(Extracted data entries)
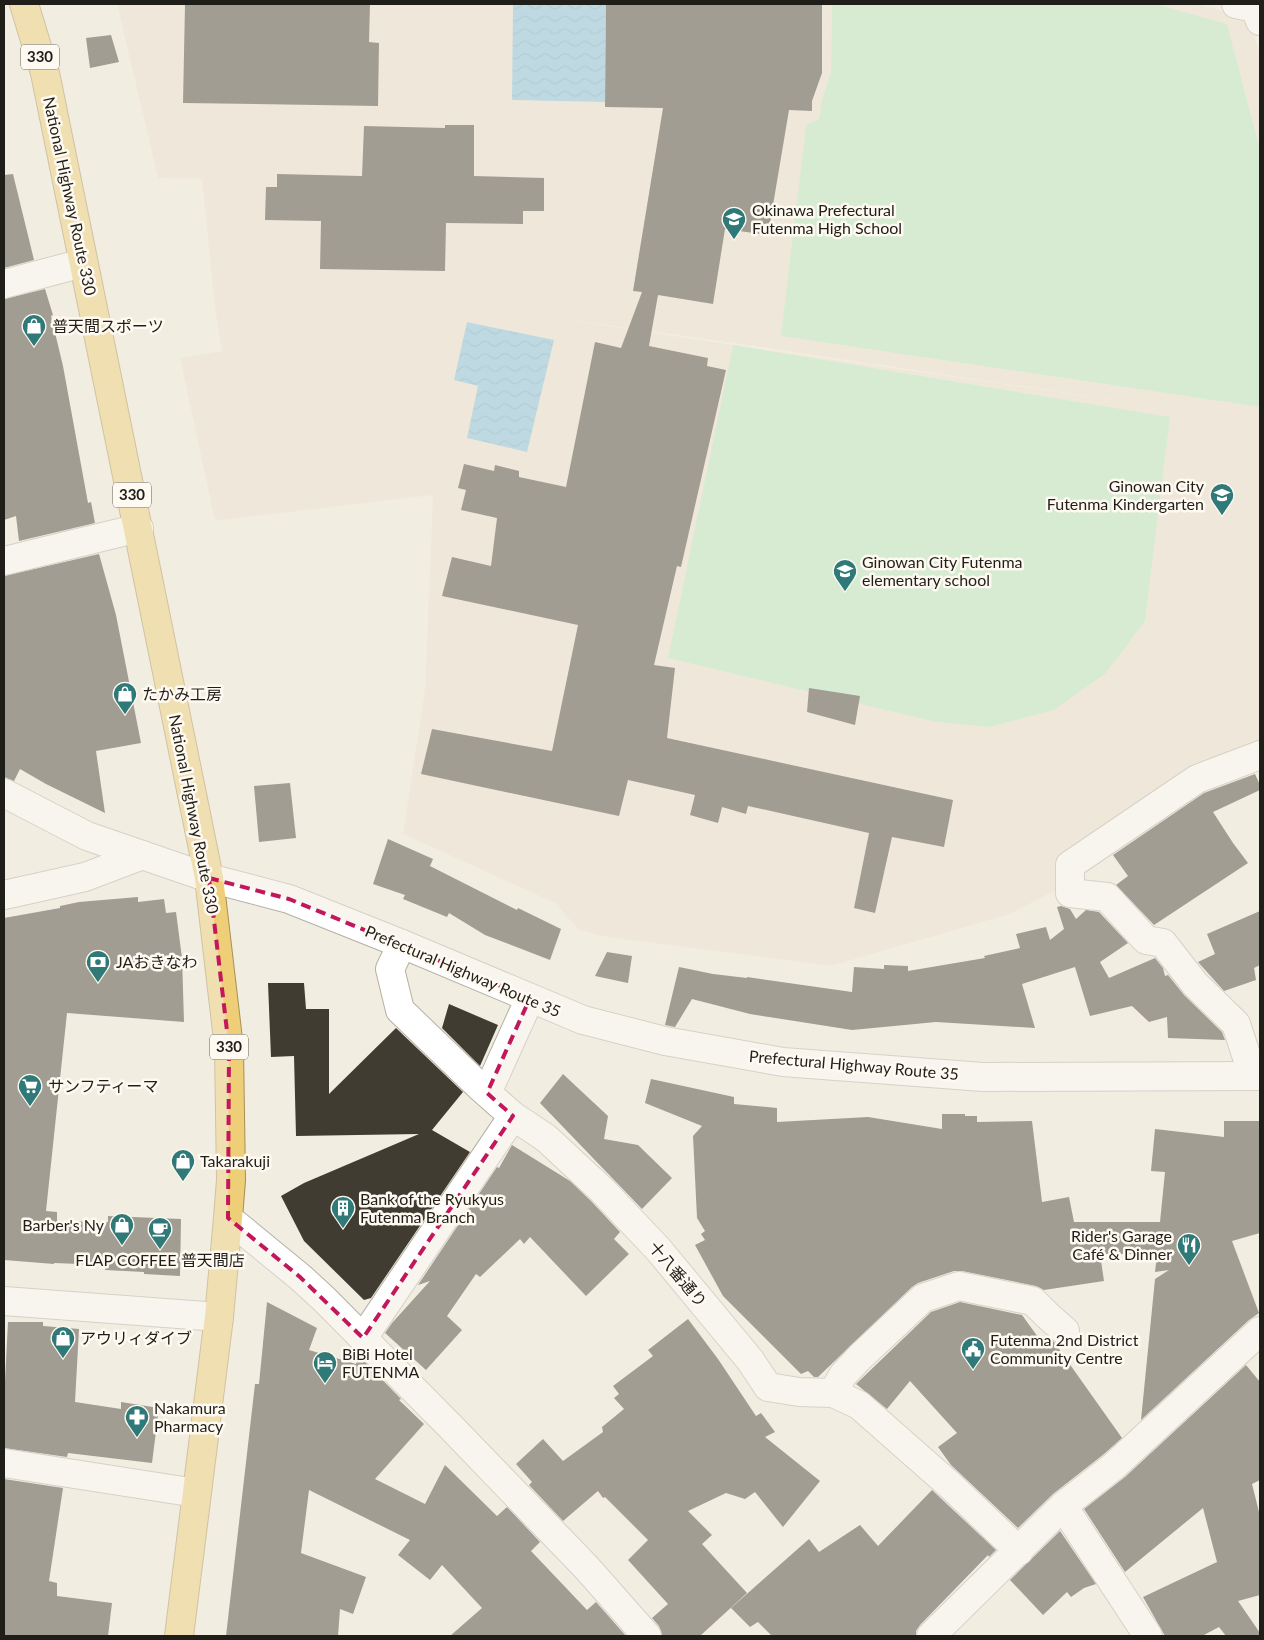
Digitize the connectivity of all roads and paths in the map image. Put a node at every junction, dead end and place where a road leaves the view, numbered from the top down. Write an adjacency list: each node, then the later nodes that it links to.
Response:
1 (24, 4): 4 (highway, National Highway Route 330 / 330)
2 (1236, 4): 3 (street)
3 (1260, 21)
4 (83, 263): 5 (street); 6 (highway, National Highway Route 330 / 330)
5 (4, 284)
6 (139, 528): 7 (street); 11 (highway, National Highway Route 330 / 330)
7 (4, 561)
8 (1260, 755): 15 (street)
9 (4, 794): 10 (street, Prefectural Highway Route 35)
10 (143, 855): 11 (street, Prefectural Highway Route 35); 12 (street)
11 (209, 878): 13 (street, Prefectural Highway Route 35); 18 (highway, National Highway Route 330 / 330)
12 (4, 894)
13 (402, 944): 14 (street, Prefectural Highway Route 35); 16 (street, 十八番通り)
14 (530, 998): 15 (street, Prefectural Highway Route 35); 16 (street)
15 (1257, 1076)
16 (487, 1093): 17 (street, 十八番通り)
17 (513, 1116): 22 (street); 24 (street, 十八番通り)
18 (228, 1218): 20 (highway, National Highway Route 330 / 330); 22 (street)
19 (4, 1301): 20 (street)
20 (219, 1317): 26 (highway, National Highway Route 330 / 330)
21 (1065, 1331): 24 (street)
22 (363, 1338): 30 (street)
23 (1256, 1346): 27 (street)
24 (833, 1393): 28 (street, 十八番通り)
25 (4, 1462): 26 (street)
26 (196, 1493): 29 (highway, National Highway Route 330 / 330)
27 (1063, 1506): 28 (street); 32 (street)
28 (1019, 1551): 31 (street)
29 (179, 1636)
30 (647, 1636)
31 (931, 1636)
32 (1148, 1636)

[What you should do]:
For every entry, return its exact wording and leave out any image.

[Result]:
Digitize the connectivity of all roads and paths in the map image. Put a node at every junction, dead end and place where a road leaves the view, numbered from the top down. Write an adjacency list: each node, then the later nodes that it links to.
Response:
1 (24, 4): 4 (highway, National Highway Route 330 / 330)
2 (1236, 4): 3 (street)
3 (1260, 21)
4 (83, 263): 5 (street); 6 (highway, National Highway Route 330 / 330)
5 (4, 284)
6 (139, 528): 7 (street); 11 (highway, National Highway Route 330 / 330)
7 (4, 561)
8 (1260, 755): 15 (street)
9 (4, 794): 10 (street, Prefectural Highway Route 35)
10 (143, 855): 11 (street, Prefectural Highway Route 35); 12 (street)
11 (209, 878): 13 (street, Prefectural Highway Route 35); 18 (highway, National Highway Route 330 / 330)
12 (4, 894)
13 (402, 944): 14 (street, Prefectural Highway Route 35); 16 (street, 十八番通り)
14 (530, 998): 15 (street, Prefectural Highway Route 35); 16 (street)
15 (1257, 1076)
16 (487, 1093): 17 (street, 十八番通り)
17 (513, 1116): 22 (street); 24 (street, 十八番通り)
18 (228, 1218): 20 (highway, National Highway Route 330 / 330); 22 (street)
19 (4, 1301): 20 (street)
20 (219, 1317): 26 (highway, National Highway Route 330 / 330)
21 (1065, 1331): 24 (street)
22 (363, 1338): 30 (street)
23 (1256, 1346): 27 (street)
24 (833, 1393): 28 (street, 十八番通り)
25 (4, 1462): 26 (street)
26 (196, 1493): 29 (highway, National Highway Route 330 / 330)
27 (1063, 1506): 28 (street); 32 (street)
28 (1019, 1551): 31 (street)
29 (179, 1636)
30 (647, 1636)
31 (931, 1636)
32 (1148, 1636)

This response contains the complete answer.